В этой части полуподвала школьные мастерские, по коридору сломя голову носятся ребятишки. Для них эта комната обыкновенная кладовая. А я поневоле вздрагиваю, когда мы входим в сырую, угрюмую и, как бы это сказать точнее, безысходную камеру.
Она — точная копия большой одиночной камеры Алексеевского равелина Петропавловской крепости. Разве вот окно не так высоко — полуподвал. И коридор, в который выходят двери, не такой длинный.
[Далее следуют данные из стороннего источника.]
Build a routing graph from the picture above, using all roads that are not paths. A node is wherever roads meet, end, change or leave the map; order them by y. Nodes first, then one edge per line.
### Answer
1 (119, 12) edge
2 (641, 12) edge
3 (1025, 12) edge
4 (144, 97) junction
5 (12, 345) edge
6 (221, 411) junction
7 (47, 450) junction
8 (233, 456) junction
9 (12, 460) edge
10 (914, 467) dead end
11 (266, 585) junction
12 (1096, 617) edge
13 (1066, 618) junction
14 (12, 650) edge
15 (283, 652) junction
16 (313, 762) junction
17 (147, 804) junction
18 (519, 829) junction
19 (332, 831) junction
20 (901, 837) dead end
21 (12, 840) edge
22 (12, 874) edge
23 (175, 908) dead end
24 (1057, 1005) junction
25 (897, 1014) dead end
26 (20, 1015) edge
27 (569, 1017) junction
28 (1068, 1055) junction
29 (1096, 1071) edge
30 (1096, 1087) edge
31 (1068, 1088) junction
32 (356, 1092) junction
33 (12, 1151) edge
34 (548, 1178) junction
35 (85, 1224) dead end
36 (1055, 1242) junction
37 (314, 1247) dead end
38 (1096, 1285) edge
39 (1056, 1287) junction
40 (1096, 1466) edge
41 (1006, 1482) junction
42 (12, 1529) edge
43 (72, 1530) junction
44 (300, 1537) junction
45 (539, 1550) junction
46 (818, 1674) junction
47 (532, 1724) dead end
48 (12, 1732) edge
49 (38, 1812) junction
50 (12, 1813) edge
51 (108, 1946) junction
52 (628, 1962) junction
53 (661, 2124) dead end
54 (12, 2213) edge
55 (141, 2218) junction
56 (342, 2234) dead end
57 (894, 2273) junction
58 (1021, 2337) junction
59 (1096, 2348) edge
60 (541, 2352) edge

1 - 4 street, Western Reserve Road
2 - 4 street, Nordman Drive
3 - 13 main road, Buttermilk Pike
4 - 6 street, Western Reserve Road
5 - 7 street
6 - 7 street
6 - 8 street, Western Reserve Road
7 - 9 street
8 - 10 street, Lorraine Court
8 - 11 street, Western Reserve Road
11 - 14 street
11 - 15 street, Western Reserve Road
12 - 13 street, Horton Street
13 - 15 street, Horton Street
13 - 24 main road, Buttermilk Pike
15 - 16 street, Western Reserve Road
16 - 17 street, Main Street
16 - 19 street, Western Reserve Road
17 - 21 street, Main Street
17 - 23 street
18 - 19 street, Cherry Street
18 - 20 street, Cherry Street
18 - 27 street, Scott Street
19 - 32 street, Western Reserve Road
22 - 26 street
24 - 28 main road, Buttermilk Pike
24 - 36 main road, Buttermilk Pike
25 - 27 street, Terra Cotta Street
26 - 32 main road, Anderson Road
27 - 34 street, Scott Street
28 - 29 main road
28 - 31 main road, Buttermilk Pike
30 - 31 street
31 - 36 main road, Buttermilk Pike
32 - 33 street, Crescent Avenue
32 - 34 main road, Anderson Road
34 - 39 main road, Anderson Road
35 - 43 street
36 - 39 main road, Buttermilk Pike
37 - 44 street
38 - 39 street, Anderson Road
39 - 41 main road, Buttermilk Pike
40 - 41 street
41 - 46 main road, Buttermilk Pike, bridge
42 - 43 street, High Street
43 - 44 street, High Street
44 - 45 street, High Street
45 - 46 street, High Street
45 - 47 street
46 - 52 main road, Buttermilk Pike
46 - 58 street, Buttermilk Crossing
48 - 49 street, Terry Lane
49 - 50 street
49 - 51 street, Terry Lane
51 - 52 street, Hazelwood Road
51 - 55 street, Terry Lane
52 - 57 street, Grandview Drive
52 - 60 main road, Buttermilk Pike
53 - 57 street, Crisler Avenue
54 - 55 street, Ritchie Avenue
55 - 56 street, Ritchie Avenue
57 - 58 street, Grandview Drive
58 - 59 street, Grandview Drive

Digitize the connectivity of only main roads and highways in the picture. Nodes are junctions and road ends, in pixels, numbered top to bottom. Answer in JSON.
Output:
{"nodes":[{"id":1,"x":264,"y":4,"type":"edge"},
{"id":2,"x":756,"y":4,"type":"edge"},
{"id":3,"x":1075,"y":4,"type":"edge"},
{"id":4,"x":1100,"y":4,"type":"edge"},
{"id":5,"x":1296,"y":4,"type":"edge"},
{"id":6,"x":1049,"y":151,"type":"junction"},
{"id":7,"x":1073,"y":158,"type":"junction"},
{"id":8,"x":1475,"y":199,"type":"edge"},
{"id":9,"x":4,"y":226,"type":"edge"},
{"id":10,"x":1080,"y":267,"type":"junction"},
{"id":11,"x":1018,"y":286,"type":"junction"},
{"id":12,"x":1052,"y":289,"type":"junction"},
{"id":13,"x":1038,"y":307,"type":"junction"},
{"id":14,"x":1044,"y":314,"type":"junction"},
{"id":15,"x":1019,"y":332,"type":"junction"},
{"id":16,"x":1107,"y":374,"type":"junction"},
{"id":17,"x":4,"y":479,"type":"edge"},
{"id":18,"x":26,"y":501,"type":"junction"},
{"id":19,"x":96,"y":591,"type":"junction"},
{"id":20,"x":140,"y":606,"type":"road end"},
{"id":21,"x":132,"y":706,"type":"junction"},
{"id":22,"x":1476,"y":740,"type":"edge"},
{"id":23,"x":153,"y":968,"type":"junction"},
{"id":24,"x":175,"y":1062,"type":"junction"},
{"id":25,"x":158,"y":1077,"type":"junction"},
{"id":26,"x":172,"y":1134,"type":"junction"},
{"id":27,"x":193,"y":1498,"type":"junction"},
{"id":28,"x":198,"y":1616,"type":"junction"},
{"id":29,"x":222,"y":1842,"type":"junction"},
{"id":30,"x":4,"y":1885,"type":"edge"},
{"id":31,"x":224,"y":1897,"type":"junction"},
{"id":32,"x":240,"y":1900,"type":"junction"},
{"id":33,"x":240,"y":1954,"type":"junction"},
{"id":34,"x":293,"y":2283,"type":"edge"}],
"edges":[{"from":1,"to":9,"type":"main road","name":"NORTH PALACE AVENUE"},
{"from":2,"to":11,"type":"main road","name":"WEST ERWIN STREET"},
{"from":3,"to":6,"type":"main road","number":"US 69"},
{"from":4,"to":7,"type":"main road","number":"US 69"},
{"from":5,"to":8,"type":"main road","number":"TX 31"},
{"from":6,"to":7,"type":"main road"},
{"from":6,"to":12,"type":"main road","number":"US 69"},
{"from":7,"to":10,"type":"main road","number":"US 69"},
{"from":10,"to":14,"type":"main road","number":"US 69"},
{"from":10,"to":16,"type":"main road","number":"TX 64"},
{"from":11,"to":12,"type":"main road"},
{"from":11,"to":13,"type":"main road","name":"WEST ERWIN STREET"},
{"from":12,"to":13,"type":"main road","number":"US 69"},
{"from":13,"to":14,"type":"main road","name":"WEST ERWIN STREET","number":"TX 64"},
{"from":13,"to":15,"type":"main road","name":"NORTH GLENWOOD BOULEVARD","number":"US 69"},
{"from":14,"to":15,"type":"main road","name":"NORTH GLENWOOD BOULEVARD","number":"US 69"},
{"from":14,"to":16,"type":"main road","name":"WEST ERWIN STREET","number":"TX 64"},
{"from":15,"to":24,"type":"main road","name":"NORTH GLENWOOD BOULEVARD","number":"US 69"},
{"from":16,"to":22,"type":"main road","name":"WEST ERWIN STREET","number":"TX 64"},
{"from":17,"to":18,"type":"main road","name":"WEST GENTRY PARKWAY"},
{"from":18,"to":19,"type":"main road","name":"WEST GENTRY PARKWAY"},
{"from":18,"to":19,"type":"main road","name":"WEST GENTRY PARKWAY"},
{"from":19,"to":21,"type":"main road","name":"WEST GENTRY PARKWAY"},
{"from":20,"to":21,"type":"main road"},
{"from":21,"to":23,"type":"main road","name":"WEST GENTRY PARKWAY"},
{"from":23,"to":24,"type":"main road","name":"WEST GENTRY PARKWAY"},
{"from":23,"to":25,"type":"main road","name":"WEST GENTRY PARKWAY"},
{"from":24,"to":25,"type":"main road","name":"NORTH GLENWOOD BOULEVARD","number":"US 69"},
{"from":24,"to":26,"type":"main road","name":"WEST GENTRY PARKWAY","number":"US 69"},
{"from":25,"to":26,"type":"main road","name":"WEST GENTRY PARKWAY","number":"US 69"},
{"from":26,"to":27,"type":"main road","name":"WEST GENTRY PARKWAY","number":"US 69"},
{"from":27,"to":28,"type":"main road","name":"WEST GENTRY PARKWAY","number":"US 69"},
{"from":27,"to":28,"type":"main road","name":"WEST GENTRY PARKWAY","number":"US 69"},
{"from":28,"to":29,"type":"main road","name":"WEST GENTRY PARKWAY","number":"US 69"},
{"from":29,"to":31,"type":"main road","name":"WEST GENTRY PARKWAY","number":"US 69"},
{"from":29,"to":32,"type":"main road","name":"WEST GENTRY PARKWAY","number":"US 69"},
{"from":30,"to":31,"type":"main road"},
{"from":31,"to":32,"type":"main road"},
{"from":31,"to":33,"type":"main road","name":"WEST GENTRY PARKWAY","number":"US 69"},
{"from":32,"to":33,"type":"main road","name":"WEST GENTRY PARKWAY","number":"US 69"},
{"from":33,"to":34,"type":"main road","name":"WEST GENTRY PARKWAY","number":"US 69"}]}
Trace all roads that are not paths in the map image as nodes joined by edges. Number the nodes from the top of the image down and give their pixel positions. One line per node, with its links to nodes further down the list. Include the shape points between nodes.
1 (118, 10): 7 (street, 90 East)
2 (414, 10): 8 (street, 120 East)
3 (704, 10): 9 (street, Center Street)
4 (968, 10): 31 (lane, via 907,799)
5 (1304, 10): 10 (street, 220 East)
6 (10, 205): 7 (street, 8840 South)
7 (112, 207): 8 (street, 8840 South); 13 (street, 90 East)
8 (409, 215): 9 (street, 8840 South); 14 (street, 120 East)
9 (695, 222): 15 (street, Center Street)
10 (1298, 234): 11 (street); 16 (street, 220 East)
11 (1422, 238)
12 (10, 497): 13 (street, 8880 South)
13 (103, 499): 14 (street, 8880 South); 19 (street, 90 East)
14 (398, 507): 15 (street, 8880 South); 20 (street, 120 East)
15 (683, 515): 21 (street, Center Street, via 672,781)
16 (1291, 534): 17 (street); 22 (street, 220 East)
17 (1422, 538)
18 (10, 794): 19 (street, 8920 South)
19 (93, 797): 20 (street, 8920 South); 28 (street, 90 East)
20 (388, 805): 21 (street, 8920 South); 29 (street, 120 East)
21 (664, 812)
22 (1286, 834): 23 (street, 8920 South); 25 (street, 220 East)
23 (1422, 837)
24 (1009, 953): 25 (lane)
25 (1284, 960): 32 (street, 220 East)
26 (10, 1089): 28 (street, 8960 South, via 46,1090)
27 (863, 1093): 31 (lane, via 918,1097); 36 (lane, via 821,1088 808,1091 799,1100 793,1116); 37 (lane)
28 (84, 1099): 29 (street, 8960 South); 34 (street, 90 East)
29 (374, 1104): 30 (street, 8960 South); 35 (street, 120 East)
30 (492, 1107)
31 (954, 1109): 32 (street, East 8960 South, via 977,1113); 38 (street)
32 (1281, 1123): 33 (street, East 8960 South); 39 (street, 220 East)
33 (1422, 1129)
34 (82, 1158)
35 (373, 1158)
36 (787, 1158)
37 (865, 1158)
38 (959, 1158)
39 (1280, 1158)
В камере давно уже нет ни нар, ни параши, ни решетки на окне. Начинаем всматриваться в серую от времени противоположную стену, на ней все отчетливей вырисовывается бурое пятно крови.
— Кровь, — подтверждает Николай Николаевич. — Тут ведь не просто камера была, а карцер: тюрьма в тюрьме. Понятно, что не все в ней выдерживали — некоторые головы о стену разбивали. Мой дед Тимофей Егорович отбухал в этой тюрьме двадцать лет. К нему в кошевку кто-то подкинул убитого священника, вот его и приговорили к смертной казни. А когда нашлись преступники, деда «помиловали» — заменили виселицу двадцатилетней каторгой… Между прочим, в нашем поселке еще есть те, которые сидели в этих камерах. Жив еще даже и один из надзирателей. А меня уж вы извините — мне надо готовить лекцию о космосе…
Вот когда история, которую я долгими вечерами изучал по архивным материалам, стала обрастать плотью! Словно все события тех лет воскресли и прошли перед моими глазами.
Чаще всего предприятия разделяют судьбу общества. Процветает общество — процветают его предприятия, хиреет общество — приходят в упадок фабрики и заводы.
Все месторождения Горного Зерентуя при царе захирели. Из Благодатского тогда вынули за полвека сто тысяч тонн руды, остальную испортили (брали руду хищнически, выбирая ту, в которой больше металла). На Екатерининско-Благодатском месторождении полукилометровую штольню для спуска воды проходили семнадцать лет. Штольни Мальцевскую и Константиновскую проходили двадцать один год, а длина каждой была всего по километру. Труд в шахтах, конечно, был ручной. Царь и его чиновники заботились только о своих прибылях. До рабочих никому дела не было. Когда на Каре Разгильдеев дал слово добыть 100 пудов золота за год, он слово сдержал, но на кладбище прибавилась тысяча свежих могил.
Перед первой мировой войной Горный Зерентуй хотели откупить на тридцать пять лет англичане. Они походили, посмотрели выработки, поразведали недра — и не решились. К тому же началась война, и стало не до этого. Так что к семнадцатому году в Горном Зерентуе оставалась одна тюрьма.